Leaving the pictures aside, transcribe the data below exactly.

→ Data extracted from a collection:
[Start of Attachment]

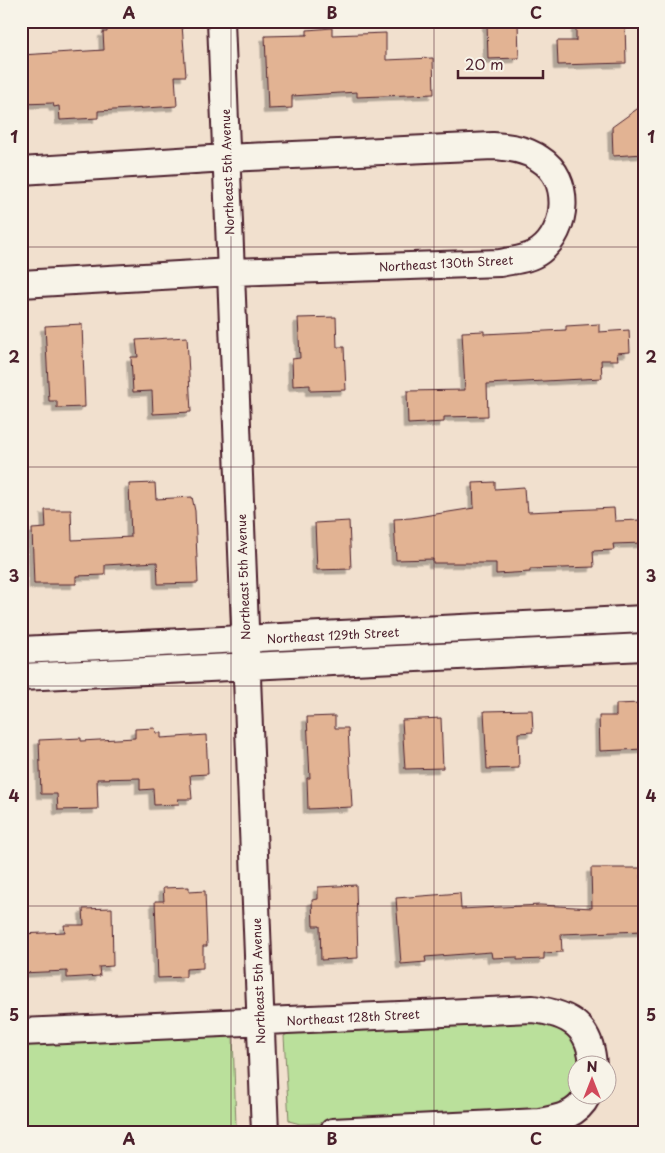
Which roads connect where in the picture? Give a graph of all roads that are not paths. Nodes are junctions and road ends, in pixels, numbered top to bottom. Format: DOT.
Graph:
graph roads {
  1 [pos="221,21"];
  2 [pos="226,158"];
  3 [pos="21,171"];
  4 [pos="231,272"];
  5 [pos="21,284"];
  6 [pos="644,619"];
  7 [pos="245,639"];
  8 [pos="644,646"];
  9 [pos="21,650"];
  10 [pos="246,666"];
  11 [pos="21,677"];
  12 [pos="260,1022"];
  13 [pos="21,1032"];
  14 [pos="592,1056"];
  15 [pos="579,1106"];
  16 [pos="265,1132"];
  17 [pos="333,1132"];
  1 -- 2 [label="street, Northeast 5th Avenue"];
  2 -- 3 [label="street, Northeast 130th Street"];
  2 -- 4 [label="street, Northeast 5th Avenue"];
  2 -- 4 [label="street, Northeast 130th Street"];
  4 -- 5 [label="street, Northeast 130th Street"];
  4 -- 7 [label="street, Northeast 5th Avenue"];
  6 -- 7 [label="street, Northeast 129th Street"];
  7 -- 9 [label="street, Northeast 129th Street"];
  7 -- 10 [label="street, Northeast 5th Avenue"];
  8 -- 10 [label="street"];
  10 -- 11 [label="street"];
  10 -- 12 [label="street, Northeast 5th Avenue"];
  12 -- 13 [label="street, Northeast 128th Street"];
  12 -- 14 [label="street, Northeast 128th Street"];
  12 -- 16 [label="street, Northeast 5th Avenue"];
  15 -- 17 [label="street"];
}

[End of Attachment]

→ Result of the task:
Which roads connect where in the picture? Give a graph of all roads that are not paths. Nodes are junctions and road ends, in pixels, numbered top to bottom. Format: DOT.
Graph:
graph roads {
  1 [pos="221,21"];
  2 [pos="226,158"];
  3 [pos="21,171"];
  4 [pos="231,272"];
  5 [pos="21,284"];
  6 [pos="644,619"];
  7 [pos="245,639"];
  8 [pos="644,646"];
  9 [pos="21,650"];
  10 [pos="246,666"];
  11 [pos="21,677"];
  12 [pos="260,1022"];
  13 [pos="21,1032"];
  14 [pos="592,1056"];
  15 [pos="579,1106"];
  16 [pos="265,1132"];
  17 [pos="333,1132"];
  1 -- 2 [label="street, Northeast 5th Avenue"];
  2 -- 3 [label="street, Northeast 130th Street"];
  2 -- 4 [label="street, Northeast 5th Avenue"];
  2 -- 4 [label="street, Northeast 130th Street"];
  4 -- 5 [label="street, Northeast 130th Street"];
  4 -- 7 [label="street, Northeast 5th Avenue"];
  6 -- 7 [label="street, Northeast 129th Street"];
  7 -- 9 [label="street, Northeast 129th Street"];
  7 -- 10 [label="street, Northeast 5th Avenue"];
  8 -- 10 [label="street"];
  10 -- 11 [label="street"];
  10 -- 12 [label="street, Northeast 5th Avenue"];
  12 -- 13 [label="street, Northeast 128th Street"];
  12 -- 14 [label="street, Northeast 128th Street"];
  12 -- 16 [label="street, Northeast 5th Avenue"];
  15 -- 17 [label="street"];
}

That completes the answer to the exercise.